In [1]:
pip install torchvision

Defaulting to user installation because normal site-packages is not writeable
Note: you may need to restart the kernel to use updated packages.


In [1]:
import os
import torch
import torchvision.transforms as transforms
from torchvision import models
from PIL import Image
import pandas as pd
import numpy as np
from tqdm import tqdm

In [2]:
transform = transforms.Compose([
    transforms.Resize((224, 224)),
    transforms.ToTensor(),
    transforms.Normalize(
        mean=[0.485, 0.456, 0.406],
        std=[0.229, 0.224, 0.225]
    )
])

In [3]:
resnet = models.resnet18(weights=models.ResNet18_Weights.DEFAULT)

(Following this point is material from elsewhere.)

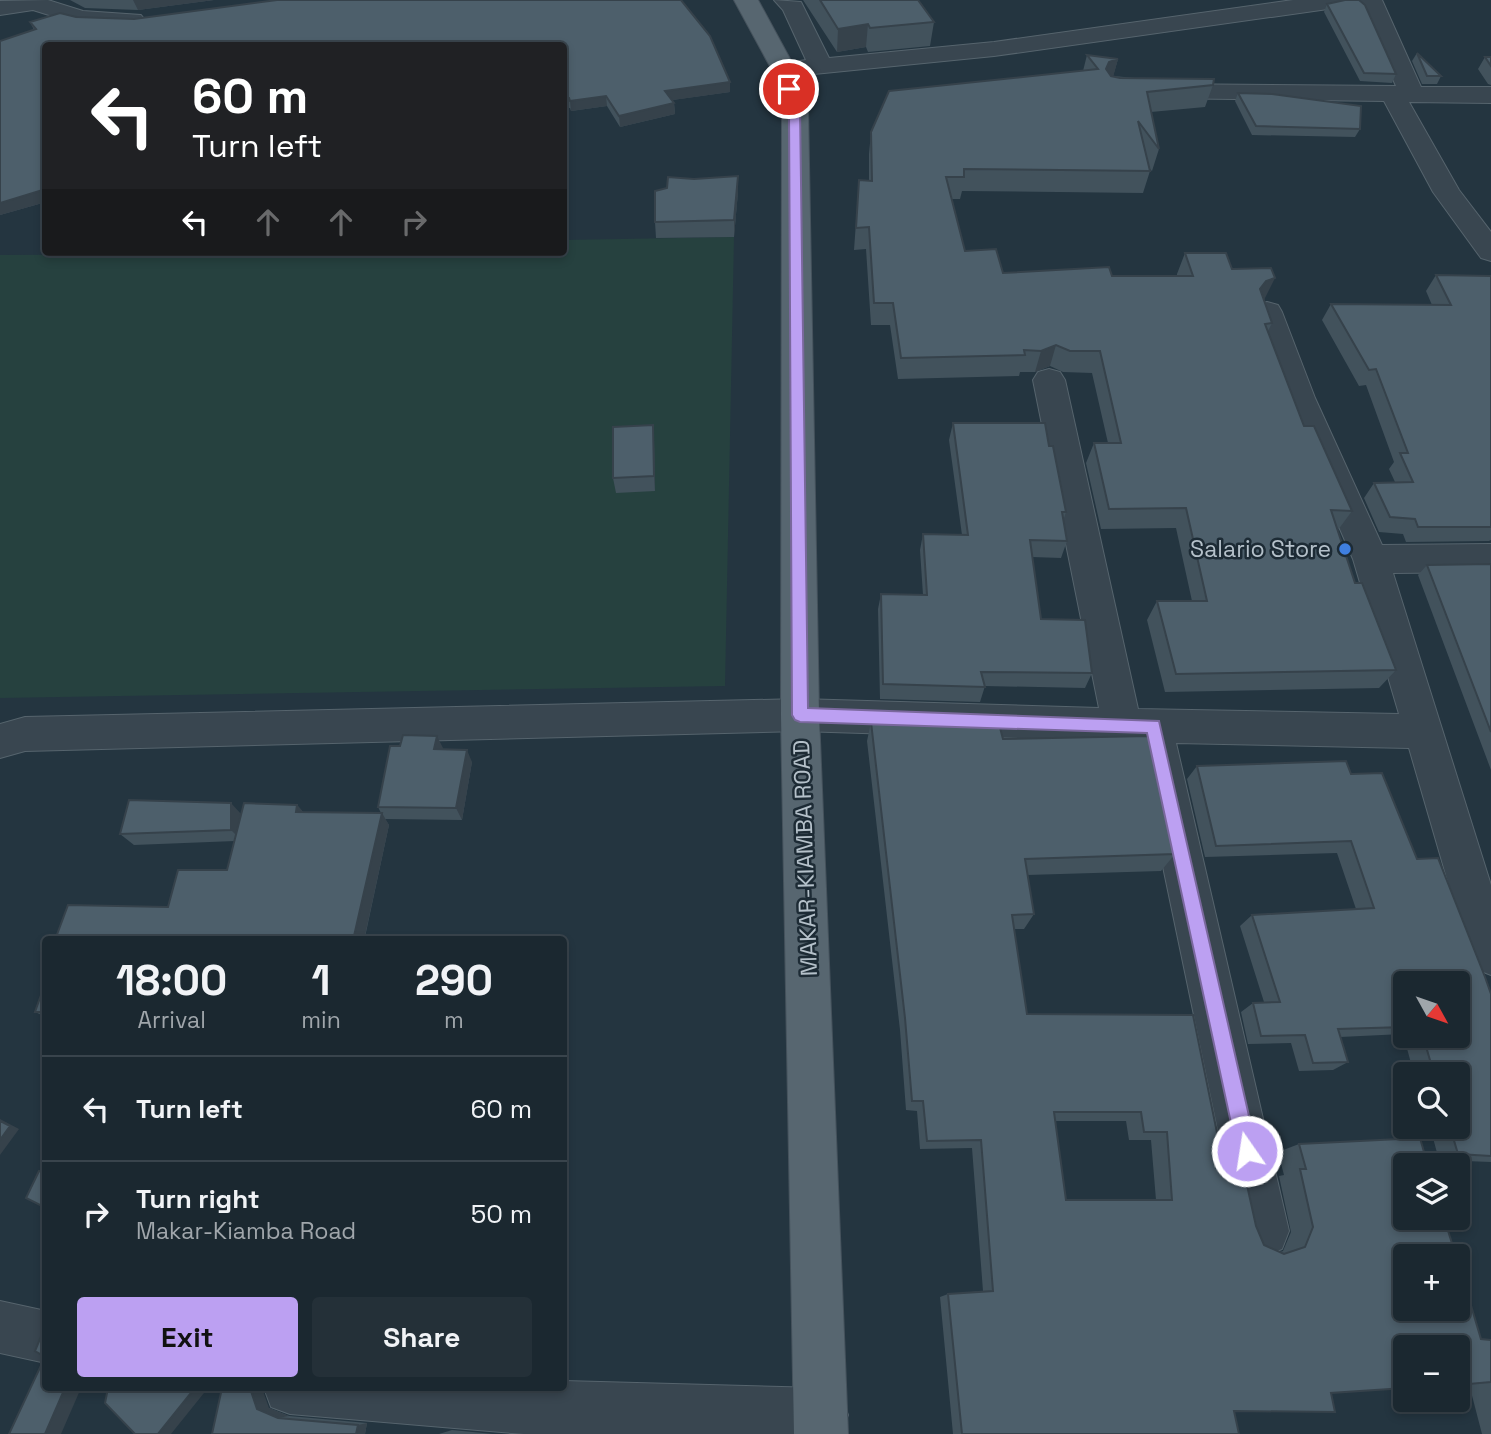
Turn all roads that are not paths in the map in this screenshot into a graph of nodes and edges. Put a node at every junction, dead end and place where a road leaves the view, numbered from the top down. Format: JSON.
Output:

# Remove final classification layer
resnet = torch.nn.Sequential(*list(resnet.children())[:-1])

resnet.eval()

Sequential(
  (0): Conv2d(3, 64, kernel_size=(7, 7), stride=(2, 2), padding=(3, 3), bias=False)
  (1): BatchNorm2d(64, eps=1e-05, momentum=0.1, affine=True, track_running_stats=True)
  (2): ReLU(inplace=True)
  (3): MaxPool2d(kernel_size=3, stride=2, padding=1, dilation=1, ceil_mode=False)
  (4): Sequential(
    (0): BasicBlock(
      (conv1): Conv2d(64, 64, kernel_size=(3, 3), stride=(1, 1), padding=(1, 1), bias=False)
      (bn1): BatchNorm2d(64, eps=1e-05, momentum=0.1, affine=True, track_running_stats=True)
      (relu): ReLU(inplace=True)
      (conv2): Conv2d(64, 64, kernel_size=(3, 3), stride=(1, 1), padding=(1, 1), bias=False)
      (bn2): BatchNorm2d(64, eps=1e-05, momentum=0.1, affine=True, track_running_stats=True)
    )
    (1): BasicBlock(
      (conv1): Conv2d(64, 64, kernel_size=(3, 3), stride=(1, 1), padding=(1, 1), bias=False)
      (bn1): BatchNorm2d(64, eps=1e-05, momentum=0.1, affine=True, track_running_stats=True)
      (relu): ReLU(inplace=True)
      (conv2): Con

In [4]:
IMAGE_DIR = "data/images"
image_ids = [img.split(".")[0] for img in os.listdir(IMAGE_DIR)]

In [6]:
features = {}
with torch.no_grad():
    for img_id in tqdm(image_ids):
        img_path = os.path.join(IMAGE_DIR, f"{img_id}.png")
        image = Image.open(img_path).convert("RGB")
        image = transform(image).unsqueeze(0)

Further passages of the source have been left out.